Robot CA at toehold.com

Per Tunedal pt@radvis.nu
Fri Dec 6 10:53:02 2002


At 11:13 2002-12-05 -0500, you wrote:
 >On Thu, Dec 05, 2002 at 02:09:58PM +0100, Michael Nahrath wrote:
 >
 >> Verifying nothing but mail adresses can be valid for a limited time.
 >> Mail addresses cange more often than real-life-identities.
 >> Your signature should reflect this in some way.
 >>
 >> Either you give signatures that expire after a certain time (eg 6 months).
 >> I don't know if this is possible and if it doesn't raise a bunch of
 >> compatibility problems.
 >> Or you let the signing key expire (eg after 1 year).
 >
 >Better to expire the signatures themselves.  If you expire your
 >signing key, then everyone will have to get their key re-signed.

I agree. Otherwise the CA-service would be useless.

 >
 >> Important:
 >> IMHO one encrypted communication path is mandatory. That would verify that
 >> the holder of the mail address is also in posess of the secret key and the
 >> passphrase.
 >
 >Yes, but it doesn't have to be encrypted.  Signatures are made on the
 >primary key, which is (99.9% of the time) a key that can sign.  You
 >can do the same thing by sending a challenge and asking for it to be
 >signed.  This is what I did with keysigners.org.

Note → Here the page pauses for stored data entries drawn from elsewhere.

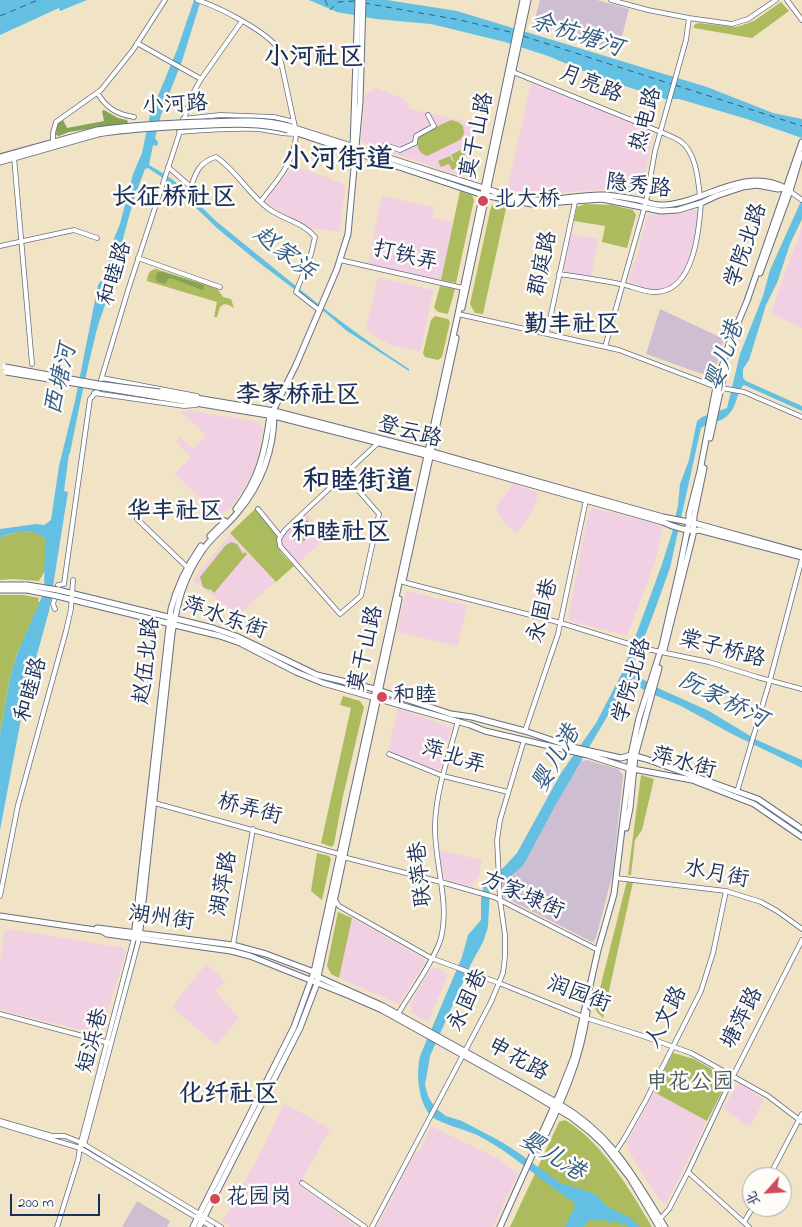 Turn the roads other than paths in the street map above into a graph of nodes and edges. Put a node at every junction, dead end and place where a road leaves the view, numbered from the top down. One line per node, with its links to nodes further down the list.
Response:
1 (165, 0): 16 (street)
2 (197, 0): 10 (street)
3 (358, 0): 15 (main road)
4 (363, 0): 15 (main road)
5 (524, 0): 11 (main road)
6 (528, 0): 11 (main road)
7 (612, 0): 12 (street)
8 (776, 0): 12 (street)
9 (787, 0): 13 (street)
10 (206, 2): 14 (street)
11 (522, 16): 17 (main road)
12 (689, 18): 27 (street, 热电路)
13 (802, 20)
14 (242, 21): 19 (street, 和睦路); 24 (street)
15 (360, 28): 31 (main road)
16 (137, 43): 19 (street); 20 (street)
17 (514, 58): 18 (main road, 莫干山路); 39 (main road, 莫干山路)
18 (514, 72): 27 (street, 月亮路); 39 (main road, 莫干山路)
19 (201, 79): 23 (street, 和睦路)
20 (98, 94): 22 (street); 28 (street)
21 (428, 115): 30 (street)
22 (134, 117)
23 (184, 119): 24 (street); 26 (street, 和睦路)
24 (295, 127): 25 (main road, 小河路, bridge); 26 (street); 31 (main road, 小河路); 42 (street)
25 (97, 132): 28 (main road, 小河路); 33 (main road, 小河路)
26 (179, 132): 37 (street, 和睦路)
27 (661, 132): 40 (street, 月亮路); 45 (street, 热电路)
28 (53, 141): 33 (main road, 小河路)
29 (802, 142): 32 (main road, 学院北路)
30 (390, 146): 35 (street); 35 (street)
31 (355, 149): 35 (main road); 39 (main road); 50 (main road)
32 (801, 152): 38 (main road, 学院北路)
33 (13, 155): 34 (main road, 小河路); 36 (main road, 小河路); 47 (street)
34 (0, 157)
35 (384, 157): 39 (main road)
36 (0, 162)
37 (167, 168): 42 (street); 49 (street, 和睦路)
38 (788, 190): 40 (main road, 隐秀路); 41 (street, 隐秀路); 44 (main road, 隐秀路); 62 (main road, 学院北路)
39 (486, 192): 43 (main road, 隐秀路); 45 (main road, 隐秀路); 54 (main road, 莫干山路); 56 (main road, 莫干山路)
40 (700, 197): 45 (main road, 隐秀路)
41 (801, 199)
42 (261, 201): 55 (street)
43 (575, 202): 45 (main road, 隐秀路); 51 (street, 郡庭路)
44 (701, 203): 45 (main road, 隐秀路); 52 (street)
45 (645, 205): 52 (street, 热电路)
46 (97, 238): 47 (street)
47 (20, 241): 48 (street); 59 (street)
48 (0, 246)
49 (138, 258): 53 (street); 61 (street, 和睦路)
50 (340, 260): 54 (street, 打铁弄); 55 (main road)
51 (559, 274): 52 (street); 57 (street, 郡庭路)
52 (622, 284): 58 (street, 热电路)
53 (220, 287)
54 (463, 288): 56 (main road, 莫干山路)
55 (320, 308): 65 (main road)
56 (459, 314): 57 (street); 68 (main road, 莫干山路)
57 (547, 333): 58 (street)
58 (605, 347): 62 (street)
59 (32, 364)
60 (3, 369): 64 (main road, 登云路, bridge)
61 (102, 378): 63 (street, 和睦路); 64 (street)
62 (720, 388): 66 (street); 73 (main road, 学院北路)
63 (94, 393): 64 (street); 85 (street)
64 (208, 402): 65 (main road, 登云路)
65 (272, 414): 67 (main road, 登云路); 68 (main road, 登云路); 78 (main road, 赵伍北路); 86 (main road, 赵伍北路)
66 (802, 417)
67 (378, 443): 68 (main road, 登云路); 69 (street)
68 (429, 454): 70 (main road, 登云路); 80 (main road, 莫干山路); 92 (main road, 莫干山路)
69 (344, 475): 75 (street); 75 (street)
70 (587, 498): 73 (main road, 登云路); 74 (main road, 登云路); 87 (street, 永固巷)
71 (258, 509): 75 (street)
72 (137, 519): 78 (street)
73 (692, 523): 74 (main road, 学院北路); 76 (main road, 登云路)
74 (691, 530): 77 (main road, 登云路); 89 (main road, 学院北路)
75 (280, 536)
76 (802, 553)
77 (802, 558): 90 (street)
78 (187, 567): 86 (main road, 赵伍北路)
79 (73, 580): 84 (street, 和睦路)
80 (403, 582): 87 (street, 棠子桥路); 92 (main road, 莫干山路)
81 (0, 585): 82 (main road, 萍水东街)
82 (27, 587): 83 (main road, 萍水东街); 84 (main road, 萍水东街, bridge)
83 (0, 590)
84 (72, 596): 86 (main road, 萍水东街); 88 (main road, 萍水东街); 113 (street, 和睦路)
85 (55, 610)
86 (172, 618): 88 (main road, 赵伍北路); 92 (main road, 萍水东街)
87 (561, 623): 89 (street, 棠子桥路); 95 (street, 永固巷)
88 (171, 625): 93 (main road, 萍水东街); 105 (main road, 赵伍北路)
89 (662, 652): 90 (street, 棠子桥路); 100 (main road, 学院北路)
90 (770, 680): 91 (street, 棠子桥路); 104 (street)
91 (802, 689)
92 (378, 690): 93 (main road, 莫干山路); 95 (main road, 萍水街)
93 (376, 697): 94 (main road, 萍水街); 109 (main road, 莫干山路)
94 (458, 721): 96 (main road, 萍水街); 102 (street, 联萍巷)
95 (525, 732): 97 (main road, 萍水街)
96 (524, 740): 97 (main road, 萍水街); 103 (street, 永固巷)
97 (571, 749): 98 (main road, 萍水街)
98 (589, 753): 100 (main road, 萍水街); 101 (main road, 萍水街)
99 (388, 754): 102 (street, 萍北弄)
100 (633, 756): 101 (main road, 学院北路); 104 (main road, 萍水街)
101 (631, 768): 108 (main road, 萍水街); 110 (main road, 学院北路)
102 (443, 776): 103 (street, 萍北弄); 111 (street, 联萍巷)
103 (508, 792): 115 (street, 永固巷)
104 (737, 792): 107 (main road, 萍水街)
105 (152, 802): 106 (street, 桥弄街); 120 (main road, 赵伍北路)
106 (253, 829): 109 (street, 桥弄街); 122 (street, 湖萍路)
107 (802, 829)
108 (802, 837)
109 (341, 855): 111 (street, 方家埭街); 114 (main road, 莫干山路); 125 (main road, 莫干山路)
110 (618, 878): 112 (street, 水月街); 123 (main road, 学院北路); 130 (main road, 学院北路)
111 (441, 882): 115 (street, 方家埭街); 124 (street, 联萍巷)
112 (726, 891): 119 (street, 水月街); 133 (street, 人文路)
113 (0, 896)
114 (335, 900): 116 (street, 润园街); 117 (main road, 莫干山路)
115 (500, 900): 123 (street, 方家埭街); 127 (street, 永固巷)
116 (339, 906): 117 (street); 124 (street, 润园街)
117 (333, 909): 126 (main road, 莫干山路)
118 (0, 915): 120 (main road, 湖州街)
119 (802, 929)
120 (137, 936): 122 (main road, 湖州街); 126 (main road, 湖州街); 132 (street, 短浜巷)
121 (802, 940): 135 (street, 塘萍路)
122 (233, 945): 125 (main road, 湖州街)
123 (598, 950): 130 (main road, 学院北路)
124 (431, 958): 127 (street, 润园街); 129 (street, 联萍巷)
125 (314, 972): 126 (main road, 莫干山路)
126 (315, 981): 129 (main road, 申花路); 131 (main road, 申花路); 149 (main road, 莫干山路)
127 (499, 982): 130 (street, 润园街); 134 (street, 永固巷)
128 (0, 1014): 132 (street)
129 (398, 1014): 131 (main road, 申花路)
130 (585, 1017): 133 (street, 润园街); 136 (main road, 学院北路)
131 (426, 1033): 134 (main road, 申花路)
132 (109, 1043): 141 (street, 短浜巷)
133 (672, 1047): 135 (street, 润园街); 143 (street, 人文路)
134 (463, 1053): 136 (main road, 申花路); 158 (street, 永固巷)
135 (733, 1076): 138 (street, 润园街); 146 (street, 塘萍路)
136 (557, 1105): 143 (main road, 申花路); 145 (main road, 学院北路); 145 (main road, 学院北路); 160 (main road, 申花路)
137 (802, 1114): 138 (street)
138 (801, 1121): 144 (street)
139 (0, 1123): 140 (street)
140 (52, 1138): 141 (street); 142 (street)
141 (83, 1144): 142 (street); 149 (street)
142 (80, 1148): 149 (street); 152 (street)
143 (616, 1151): 150 (main road, 申花路)
144 (775, 1167)
145 (526, 1172): 159 (main road, 学院北路)
146 (688, 1172): 150 (street, 塘萍路); 151 (street)
147 (302, 1183): 157 (street)
148 (747, 1217): 151 (street)
149 (201, 1218): 153 (main road, 莫干山路); 154 (main road, 莫干山路); 155 (street); 156 (street)
150 (660, 1219): 161 (main road, 申花路)
151 (744, 1222): 162 (street)
152 (57, 1227)
153 (193, 1227)
154 (199, 1227)
155 (212, 1227)
156 (221, 1227)
157 (365, 1227)
158 (372, 1227)
159 (501, 1227)
160 (659, 1227)
161 (664, 1227)
162 (749, 1227)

Agree! It is important to have the ability to sign signingkeys. Otherwise 
the service would be useless in an automated environment (invisible GUI).

 >
 >Note also that OpenPGP defines multiple signature verification
 >levels.  I've argued in the past, and continue to argue now that any
 >automated signer should use 0x11 "persona" signatures as a hint that
 >this is an unusual signature.

0x11 means "I have not checked at all"? Then its the best choice.